- Material provided
────────────────────────────────────────
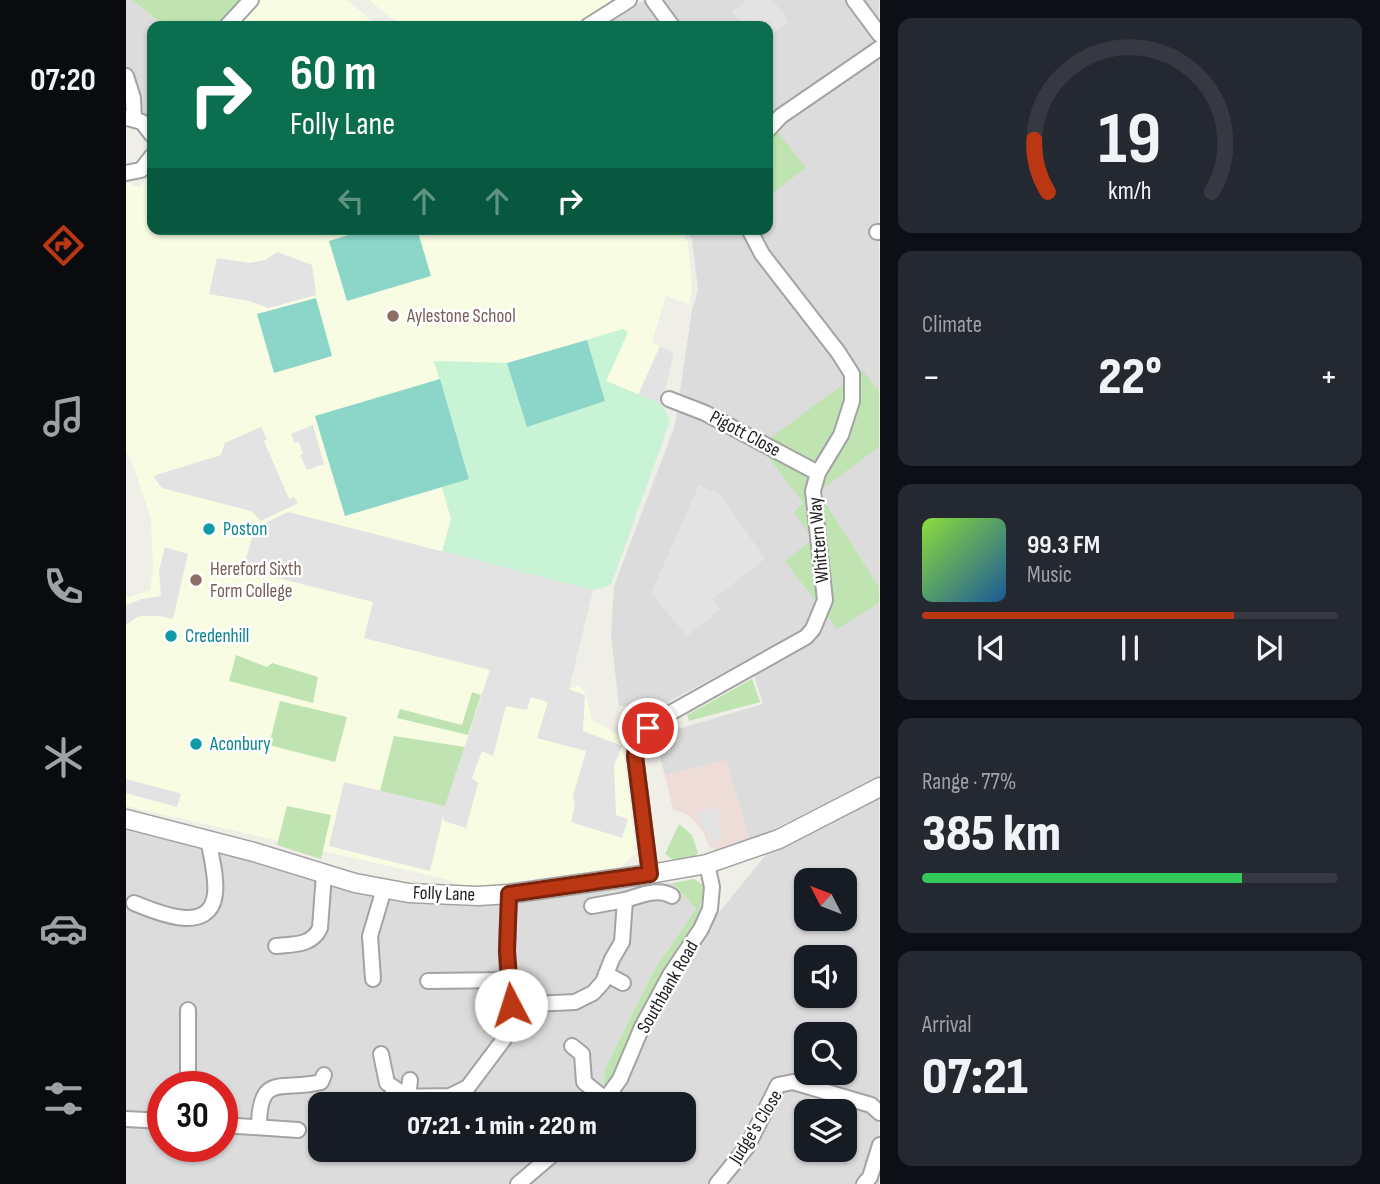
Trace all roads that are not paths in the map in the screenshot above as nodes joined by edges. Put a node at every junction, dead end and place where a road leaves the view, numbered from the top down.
1 (251, 0) edge
2 (629, 0) edge
3 (653, 0) edge
4 (854, 0) edge
5 (232, 21) edge
6 (596, 21) edge
7 (668, 21) edge
8 (880, 35) edge
9 (880, 48) edge
10 (126, 76) edge
11 (142, 123) edge
12 (773, 125) edge
13 (147, 162) edge
14 (126, 173) edge
15 (752, 235) edge
16 (669, 399) dead end
17 (818, 473) junction
18 (880, 787) edge
19 (126, 819) edge
20 (208, 839) junction
21 (707, 864) junction
22 (324, 874) junction
23 (650, 874) junction
24 (384, 889) junction
25 (509, 894) junction
26 (672, 896) dead end
27 (625, 900) junction
28 (134, 903) dead end
29 (592, 906) dead end
30 (276, 946) dead end
31 (606, 974) junction
32 (373, 979) dead end
33 (508, 980) junction
34 (428, 981) dead end
35 (623, 983) dead end
36 (511, 1005) junction
37 (188, 1010) dead end
38 (572, 1046) dead end
39 (381, 1054) dead end
40 (188, 1071) edge
41 (324, 1075) dead end
42 (410, 1080) dead end
43 (400, 1092) edge
44 (409, 1092) edge
45 (458, 1092) edge
46 (594, 1092) edge
47 (611, 1092) edge
48 (880, 1113) edge
49 (126, 1119) edge
50 (147, 1120) edge
51 (238, 1126) edge
52 (259, 1127) junction
53 (298, 1130) dead end
54 (880, 1145) edge
55 (544, 1162) edge
56 (518, 1184) edge
57 (718, 1184) edge
58 (864, 1184) edge

1 - 5 street
2 - 6 street
3 - 7 street
4 - 8 street
9 - 12 street
10 - 11 street
13 - 14 street
15 - 17 street, Whittern Way
16 - 17 street, Pigott Close
17 - 23 street, Whittern Way
18 - 21 street, Folly Lane
19 - 20 street, Folly Lane
20 - 22 street, Folly Lane
20 - 28 street
21 - 23 street, Folly Lane
21 - 47 street, Southbank Road
22 - 24 street, Folly Lane
22 - 30 street
23 - 25 street, Folly Lane
24 - 25 street, Folly Lane
24 - 32 street
25 - 33 street
26 - 27 street
27 - 29 street
27 - 31 street
31 - 35 street
31 - 36 street
33 - 34 street
33 - 36 street
36 - 45 street
37 - 40 street
38 - 46 street
39 - 43 street
41 - 52 street
42 - 44 street
48 - 57 street, Judge's Close
49 - 50 street
51 - 52 street
52 - 53 street
54 - 58 street
55 - 56 street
────────────────────────────────────────
- Work task
The lines to return are those in the entries above that include "Close".

- Problem solution
16 - 17 street, Pigott Close
48 - 57 street, Judge's Close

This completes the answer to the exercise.